**Data for this task**.
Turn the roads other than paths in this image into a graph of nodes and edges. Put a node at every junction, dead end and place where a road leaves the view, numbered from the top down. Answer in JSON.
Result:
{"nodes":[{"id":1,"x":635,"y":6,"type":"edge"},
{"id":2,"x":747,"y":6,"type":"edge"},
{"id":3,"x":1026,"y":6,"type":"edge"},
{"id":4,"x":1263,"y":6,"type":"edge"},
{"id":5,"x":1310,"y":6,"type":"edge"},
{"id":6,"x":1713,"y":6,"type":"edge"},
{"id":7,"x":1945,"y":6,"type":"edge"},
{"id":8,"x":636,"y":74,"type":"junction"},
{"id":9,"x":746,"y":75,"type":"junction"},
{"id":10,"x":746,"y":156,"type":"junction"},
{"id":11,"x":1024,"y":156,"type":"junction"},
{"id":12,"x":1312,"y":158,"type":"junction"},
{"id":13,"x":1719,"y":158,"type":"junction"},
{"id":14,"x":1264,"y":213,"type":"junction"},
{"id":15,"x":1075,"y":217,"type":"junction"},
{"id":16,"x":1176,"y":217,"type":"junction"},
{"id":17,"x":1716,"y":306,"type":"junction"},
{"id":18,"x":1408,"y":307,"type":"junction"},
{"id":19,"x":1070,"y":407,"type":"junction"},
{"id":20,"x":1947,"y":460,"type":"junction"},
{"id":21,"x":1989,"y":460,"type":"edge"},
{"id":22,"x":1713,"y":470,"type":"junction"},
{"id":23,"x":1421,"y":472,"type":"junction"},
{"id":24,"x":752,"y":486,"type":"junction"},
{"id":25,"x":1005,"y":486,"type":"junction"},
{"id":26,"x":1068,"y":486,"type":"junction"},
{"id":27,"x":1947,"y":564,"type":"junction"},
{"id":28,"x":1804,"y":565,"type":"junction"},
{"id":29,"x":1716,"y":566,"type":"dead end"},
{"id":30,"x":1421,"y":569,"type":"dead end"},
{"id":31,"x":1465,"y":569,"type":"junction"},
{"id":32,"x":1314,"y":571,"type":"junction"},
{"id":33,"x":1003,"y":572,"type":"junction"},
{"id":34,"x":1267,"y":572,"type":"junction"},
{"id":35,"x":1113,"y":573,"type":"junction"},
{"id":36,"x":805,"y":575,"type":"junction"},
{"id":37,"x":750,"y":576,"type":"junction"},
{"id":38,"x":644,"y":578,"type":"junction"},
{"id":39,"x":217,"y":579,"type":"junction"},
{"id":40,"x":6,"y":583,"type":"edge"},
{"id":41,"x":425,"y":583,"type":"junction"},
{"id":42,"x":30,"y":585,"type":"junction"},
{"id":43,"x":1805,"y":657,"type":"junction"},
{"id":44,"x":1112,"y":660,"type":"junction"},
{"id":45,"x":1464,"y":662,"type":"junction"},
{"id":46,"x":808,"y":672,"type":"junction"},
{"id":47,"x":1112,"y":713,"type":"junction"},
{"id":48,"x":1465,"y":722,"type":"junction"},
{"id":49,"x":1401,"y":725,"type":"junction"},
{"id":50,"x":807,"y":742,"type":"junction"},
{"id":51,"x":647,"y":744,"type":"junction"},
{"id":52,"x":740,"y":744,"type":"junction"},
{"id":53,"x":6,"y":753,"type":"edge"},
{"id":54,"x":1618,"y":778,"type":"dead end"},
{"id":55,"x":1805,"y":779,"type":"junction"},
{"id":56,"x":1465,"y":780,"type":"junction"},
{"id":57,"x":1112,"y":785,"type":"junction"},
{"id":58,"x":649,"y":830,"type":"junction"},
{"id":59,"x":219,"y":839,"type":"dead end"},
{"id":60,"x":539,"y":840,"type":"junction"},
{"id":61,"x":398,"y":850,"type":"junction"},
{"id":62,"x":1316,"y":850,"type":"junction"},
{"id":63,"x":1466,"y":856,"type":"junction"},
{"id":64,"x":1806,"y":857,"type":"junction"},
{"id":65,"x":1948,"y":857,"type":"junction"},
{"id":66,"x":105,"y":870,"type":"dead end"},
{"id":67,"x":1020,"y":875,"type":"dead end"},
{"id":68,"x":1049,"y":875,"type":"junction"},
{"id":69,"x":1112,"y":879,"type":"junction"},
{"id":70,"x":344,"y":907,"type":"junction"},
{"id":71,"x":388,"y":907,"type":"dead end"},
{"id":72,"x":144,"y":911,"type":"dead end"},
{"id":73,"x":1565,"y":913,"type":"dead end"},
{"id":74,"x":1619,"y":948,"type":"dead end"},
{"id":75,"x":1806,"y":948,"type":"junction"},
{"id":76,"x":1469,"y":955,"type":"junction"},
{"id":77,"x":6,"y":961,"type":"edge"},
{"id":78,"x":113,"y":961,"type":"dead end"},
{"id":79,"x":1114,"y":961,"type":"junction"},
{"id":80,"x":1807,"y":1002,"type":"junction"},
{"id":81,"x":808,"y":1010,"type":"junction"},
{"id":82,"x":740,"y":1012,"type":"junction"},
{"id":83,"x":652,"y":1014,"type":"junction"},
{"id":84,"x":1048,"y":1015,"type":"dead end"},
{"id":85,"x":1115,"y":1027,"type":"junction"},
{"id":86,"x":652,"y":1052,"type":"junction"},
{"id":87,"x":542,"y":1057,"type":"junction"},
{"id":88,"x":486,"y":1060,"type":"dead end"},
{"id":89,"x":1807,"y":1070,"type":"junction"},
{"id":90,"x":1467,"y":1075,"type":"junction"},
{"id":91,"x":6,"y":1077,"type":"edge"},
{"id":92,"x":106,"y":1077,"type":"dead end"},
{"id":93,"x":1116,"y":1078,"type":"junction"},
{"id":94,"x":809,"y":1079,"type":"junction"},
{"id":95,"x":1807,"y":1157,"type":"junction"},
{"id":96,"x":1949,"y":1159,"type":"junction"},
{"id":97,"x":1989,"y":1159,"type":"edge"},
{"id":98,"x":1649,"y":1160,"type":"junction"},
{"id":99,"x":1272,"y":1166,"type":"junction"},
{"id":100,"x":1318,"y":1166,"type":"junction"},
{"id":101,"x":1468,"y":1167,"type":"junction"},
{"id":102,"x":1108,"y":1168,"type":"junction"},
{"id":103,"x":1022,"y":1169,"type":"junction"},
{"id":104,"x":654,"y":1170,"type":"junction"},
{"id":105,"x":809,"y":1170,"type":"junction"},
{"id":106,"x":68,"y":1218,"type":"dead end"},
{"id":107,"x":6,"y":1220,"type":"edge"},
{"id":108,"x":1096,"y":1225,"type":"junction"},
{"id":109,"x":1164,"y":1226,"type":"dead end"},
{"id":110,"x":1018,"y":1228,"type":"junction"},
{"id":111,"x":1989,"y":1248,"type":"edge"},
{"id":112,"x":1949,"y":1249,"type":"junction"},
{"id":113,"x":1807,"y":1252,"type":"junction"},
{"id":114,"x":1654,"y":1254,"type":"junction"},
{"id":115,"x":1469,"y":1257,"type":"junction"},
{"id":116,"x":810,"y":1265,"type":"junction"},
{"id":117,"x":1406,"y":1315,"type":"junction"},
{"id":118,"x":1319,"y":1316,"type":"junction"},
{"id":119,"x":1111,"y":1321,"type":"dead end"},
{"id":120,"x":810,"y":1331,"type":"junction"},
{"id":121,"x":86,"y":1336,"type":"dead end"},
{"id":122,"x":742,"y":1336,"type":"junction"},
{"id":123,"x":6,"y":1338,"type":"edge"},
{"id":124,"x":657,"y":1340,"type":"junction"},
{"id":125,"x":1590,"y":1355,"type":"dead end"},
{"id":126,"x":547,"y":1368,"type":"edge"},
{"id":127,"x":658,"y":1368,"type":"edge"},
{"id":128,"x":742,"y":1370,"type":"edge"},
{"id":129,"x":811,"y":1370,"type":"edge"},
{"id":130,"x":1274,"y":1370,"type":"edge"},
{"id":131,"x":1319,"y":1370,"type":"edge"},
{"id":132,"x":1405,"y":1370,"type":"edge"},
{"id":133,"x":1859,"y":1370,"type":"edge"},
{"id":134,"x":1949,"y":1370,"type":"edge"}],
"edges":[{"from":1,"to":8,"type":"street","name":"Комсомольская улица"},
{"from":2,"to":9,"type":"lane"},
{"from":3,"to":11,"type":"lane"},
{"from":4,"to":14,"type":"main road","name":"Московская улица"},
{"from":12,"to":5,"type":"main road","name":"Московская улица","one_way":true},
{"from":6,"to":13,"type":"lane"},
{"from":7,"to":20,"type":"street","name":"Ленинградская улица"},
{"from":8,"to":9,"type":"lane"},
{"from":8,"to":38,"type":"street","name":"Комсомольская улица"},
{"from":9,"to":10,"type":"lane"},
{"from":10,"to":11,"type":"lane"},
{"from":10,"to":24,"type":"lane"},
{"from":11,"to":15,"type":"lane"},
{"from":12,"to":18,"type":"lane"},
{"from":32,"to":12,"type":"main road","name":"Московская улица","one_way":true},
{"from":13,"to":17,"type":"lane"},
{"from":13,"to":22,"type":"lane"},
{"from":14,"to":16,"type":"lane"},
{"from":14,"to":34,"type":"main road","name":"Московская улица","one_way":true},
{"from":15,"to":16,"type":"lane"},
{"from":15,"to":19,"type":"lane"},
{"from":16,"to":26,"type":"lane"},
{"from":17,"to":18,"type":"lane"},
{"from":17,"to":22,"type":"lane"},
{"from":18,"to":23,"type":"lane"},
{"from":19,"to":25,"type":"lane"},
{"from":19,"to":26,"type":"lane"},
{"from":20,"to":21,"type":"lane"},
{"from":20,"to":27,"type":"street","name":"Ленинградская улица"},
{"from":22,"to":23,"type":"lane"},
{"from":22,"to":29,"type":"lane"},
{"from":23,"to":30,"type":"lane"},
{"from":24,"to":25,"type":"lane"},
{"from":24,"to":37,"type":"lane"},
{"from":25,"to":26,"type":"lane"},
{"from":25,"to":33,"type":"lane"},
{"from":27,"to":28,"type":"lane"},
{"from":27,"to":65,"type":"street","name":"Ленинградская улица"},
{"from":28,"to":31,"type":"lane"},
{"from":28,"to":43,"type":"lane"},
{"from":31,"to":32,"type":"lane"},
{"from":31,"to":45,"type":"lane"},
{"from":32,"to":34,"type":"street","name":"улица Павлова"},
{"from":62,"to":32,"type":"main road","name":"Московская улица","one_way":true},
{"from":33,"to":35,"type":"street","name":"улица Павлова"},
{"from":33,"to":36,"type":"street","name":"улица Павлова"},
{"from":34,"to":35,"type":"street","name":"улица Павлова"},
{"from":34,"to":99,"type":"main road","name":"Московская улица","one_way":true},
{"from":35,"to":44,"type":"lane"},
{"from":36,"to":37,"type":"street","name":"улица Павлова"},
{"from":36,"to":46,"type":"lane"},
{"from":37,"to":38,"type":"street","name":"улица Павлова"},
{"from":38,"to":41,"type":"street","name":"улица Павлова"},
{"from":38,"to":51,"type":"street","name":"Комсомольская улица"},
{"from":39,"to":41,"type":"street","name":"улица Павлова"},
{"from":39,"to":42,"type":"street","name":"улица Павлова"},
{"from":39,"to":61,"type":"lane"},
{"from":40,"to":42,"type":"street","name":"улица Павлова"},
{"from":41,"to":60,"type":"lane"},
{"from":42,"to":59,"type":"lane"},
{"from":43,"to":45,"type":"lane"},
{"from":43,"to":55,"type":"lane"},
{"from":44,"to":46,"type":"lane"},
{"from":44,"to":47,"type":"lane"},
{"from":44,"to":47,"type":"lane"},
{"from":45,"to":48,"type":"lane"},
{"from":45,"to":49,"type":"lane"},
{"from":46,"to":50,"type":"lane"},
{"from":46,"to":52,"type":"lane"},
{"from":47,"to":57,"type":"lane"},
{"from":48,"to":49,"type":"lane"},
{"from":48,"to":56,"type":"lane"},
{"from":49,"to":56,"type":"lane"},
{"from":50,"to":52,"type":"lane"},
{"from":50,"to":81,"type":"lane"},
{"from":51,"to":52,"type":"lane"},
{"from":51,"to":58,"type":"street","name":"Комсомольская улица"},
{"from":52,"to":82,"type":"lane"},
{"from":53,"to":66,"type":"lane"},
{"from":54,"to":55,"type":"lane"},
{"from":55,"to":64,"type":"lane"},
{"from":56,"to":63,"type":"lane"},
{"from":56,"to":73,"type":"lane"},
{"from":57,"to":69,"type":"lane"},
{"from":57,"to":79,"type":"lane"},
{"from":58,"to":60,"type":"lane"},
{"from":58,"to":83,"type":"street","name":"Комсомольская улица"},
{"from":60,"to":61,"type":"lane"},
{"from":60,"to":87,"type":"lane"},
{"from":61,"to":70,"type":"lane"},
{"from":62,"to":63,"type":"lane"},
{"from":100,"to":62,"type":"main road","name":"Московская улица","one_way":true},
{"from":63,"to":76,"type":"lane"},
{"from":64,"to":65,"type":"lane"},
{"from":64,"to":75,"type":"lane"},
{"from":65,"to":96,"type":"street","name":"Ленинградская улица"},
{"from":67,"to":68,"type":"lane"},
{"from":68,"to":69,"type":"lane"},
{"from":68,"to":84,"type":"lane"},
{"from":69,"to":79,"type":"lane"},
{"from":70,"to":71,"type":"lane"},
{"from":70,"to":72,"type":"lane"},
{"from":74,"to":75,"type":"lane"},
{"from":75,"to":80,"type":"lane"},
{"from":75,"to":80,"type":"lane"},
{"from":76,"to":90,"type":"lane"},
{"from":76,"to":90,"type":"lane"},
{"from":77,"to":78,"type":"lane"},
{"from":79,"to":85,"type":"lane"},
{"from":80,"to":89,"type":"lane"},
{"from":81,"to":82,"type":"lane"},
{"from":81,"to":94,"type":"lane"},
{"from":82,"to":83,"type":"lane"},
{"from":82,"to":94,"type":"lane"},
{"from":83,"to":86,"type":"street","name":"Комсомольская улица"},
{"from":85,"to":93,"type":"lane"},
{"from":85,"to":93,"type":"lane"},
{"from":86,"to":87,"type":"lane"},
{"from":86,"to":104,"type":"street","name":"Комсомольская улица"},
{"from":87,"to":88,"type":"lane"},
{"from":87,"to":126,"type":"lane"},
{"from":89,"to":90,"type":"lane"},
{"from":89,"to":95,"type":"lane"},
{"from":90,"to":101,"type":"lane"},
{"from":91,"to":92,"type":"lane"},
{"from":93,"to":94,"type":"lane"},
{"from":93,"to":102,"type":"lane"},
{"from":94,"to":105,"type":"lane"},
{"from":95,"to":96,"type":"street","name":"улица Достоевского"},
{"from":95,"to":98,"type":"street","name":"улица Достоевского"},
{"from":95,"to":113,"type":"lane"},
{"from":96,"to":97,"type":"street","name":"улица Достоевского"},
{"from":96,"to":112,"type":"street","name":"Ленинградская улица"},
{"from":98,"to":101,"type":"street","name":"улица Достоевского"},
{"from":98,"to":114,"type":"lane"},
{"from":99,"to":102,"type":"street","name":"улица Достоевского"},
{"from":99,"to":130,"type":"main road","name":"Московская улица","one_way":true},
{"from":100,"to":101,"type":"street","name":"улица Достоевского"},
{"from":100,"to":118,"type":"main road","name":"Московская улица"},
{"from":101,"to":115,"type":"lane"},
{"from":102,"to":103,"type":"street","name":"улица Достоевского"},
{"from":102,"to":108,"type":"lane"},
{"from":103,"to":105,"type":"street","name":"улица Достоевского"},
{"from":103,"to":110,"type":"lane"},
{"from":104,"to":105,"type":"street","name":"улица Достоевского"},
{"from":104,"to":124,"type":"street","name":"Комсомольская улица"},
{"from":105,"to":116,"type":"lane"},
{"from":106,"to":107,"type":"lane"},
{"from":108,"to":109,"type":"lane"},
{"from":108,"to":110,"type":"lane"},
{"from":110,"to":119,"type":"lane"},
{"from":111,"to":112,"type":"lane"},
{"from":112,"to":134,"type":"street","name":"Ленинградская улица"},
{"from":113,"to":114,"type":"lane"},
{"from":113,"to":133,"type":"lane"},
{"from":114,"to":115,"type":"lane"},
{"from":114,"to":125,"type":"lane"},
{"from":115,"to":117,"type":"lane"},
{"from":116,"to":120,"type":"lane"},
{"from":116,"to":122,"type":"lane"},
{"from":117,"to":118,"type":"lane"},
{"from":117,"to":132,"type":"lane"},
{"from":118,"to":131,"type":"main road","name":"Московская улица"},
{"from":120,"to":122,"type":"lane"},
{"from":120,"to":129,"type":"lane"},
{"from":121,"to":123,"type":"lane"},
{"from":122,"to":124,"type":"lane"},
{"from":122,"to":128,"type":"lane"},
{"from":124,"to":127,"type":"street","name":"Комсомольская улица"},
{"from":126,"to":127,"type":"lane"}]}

---

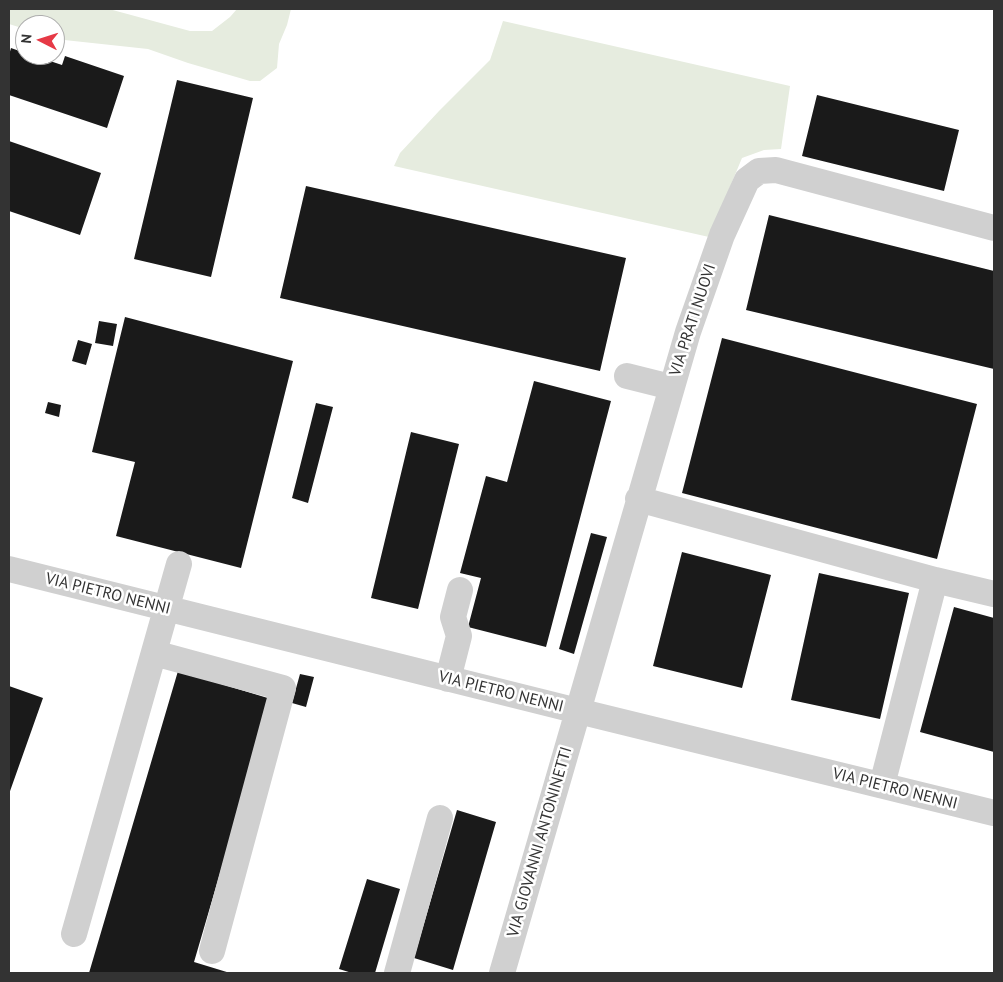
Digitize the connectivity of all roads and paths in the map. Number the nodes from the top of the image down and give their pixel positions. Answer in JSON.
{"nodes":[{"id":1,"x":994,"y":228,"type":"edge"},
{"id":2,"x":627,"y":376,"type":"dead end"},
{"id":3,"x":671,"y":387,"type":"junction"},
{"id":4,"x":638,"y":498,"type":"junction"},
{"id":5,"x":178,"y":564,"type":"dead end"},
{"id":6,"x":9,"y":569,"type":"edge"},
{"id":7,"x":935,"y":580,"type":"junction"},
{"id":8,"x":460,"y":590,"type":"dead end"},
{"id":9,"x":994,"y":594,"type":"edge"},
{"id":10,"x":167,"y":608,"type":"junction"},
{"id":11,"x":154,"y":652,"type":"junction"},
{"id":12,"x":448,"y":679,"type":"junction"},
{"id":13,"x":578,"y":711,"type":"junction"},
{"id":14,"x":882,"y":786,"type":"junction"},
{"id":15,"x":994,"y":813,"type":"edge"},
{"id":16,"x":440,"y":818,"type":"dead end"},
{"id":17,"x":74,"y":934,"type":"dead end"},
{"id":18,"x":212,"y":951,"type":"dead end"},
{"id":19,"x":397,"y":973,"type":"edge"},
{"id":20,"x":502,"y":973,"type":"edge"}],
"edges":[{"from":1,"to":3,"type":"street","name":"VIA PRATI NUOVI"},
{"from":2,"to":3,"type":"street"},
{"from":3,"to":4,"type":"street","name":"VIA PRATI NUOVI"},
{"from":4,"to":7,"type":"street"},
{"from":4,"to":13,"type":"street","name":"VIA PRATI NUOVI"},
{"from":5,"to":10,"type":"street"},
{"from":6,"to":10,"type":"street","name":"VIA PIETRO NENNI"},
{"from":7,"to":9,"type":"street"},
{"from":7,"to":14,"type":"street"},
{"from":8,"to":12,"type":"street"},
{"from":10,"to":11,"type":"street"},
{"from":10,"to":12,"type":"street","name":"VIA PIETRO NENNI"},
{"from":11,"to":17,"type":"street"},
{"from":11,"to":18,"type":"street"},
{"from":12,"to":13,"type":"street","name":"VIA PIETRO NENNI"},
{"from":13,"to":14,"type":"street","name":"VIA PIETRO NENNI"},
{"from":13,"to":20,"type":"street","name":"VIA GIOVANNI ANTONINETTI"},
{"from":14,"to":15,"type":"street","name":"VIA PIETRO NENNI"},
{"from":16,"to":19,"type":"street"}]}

**Activity**.
Gather all lines from the listing above in which "roads" occurs.

**Answer box**.
Turn the roads other than paths in this image into a graph of nodes and edges. Put a node at every junction, dead end and place where a road leaves the view, numbered from the top down. Answer in JSON.
Digitize the connectivity of all roads and paths in the map. Number the nodes from the top of the image down and give their pixel positions. Answer in JSON.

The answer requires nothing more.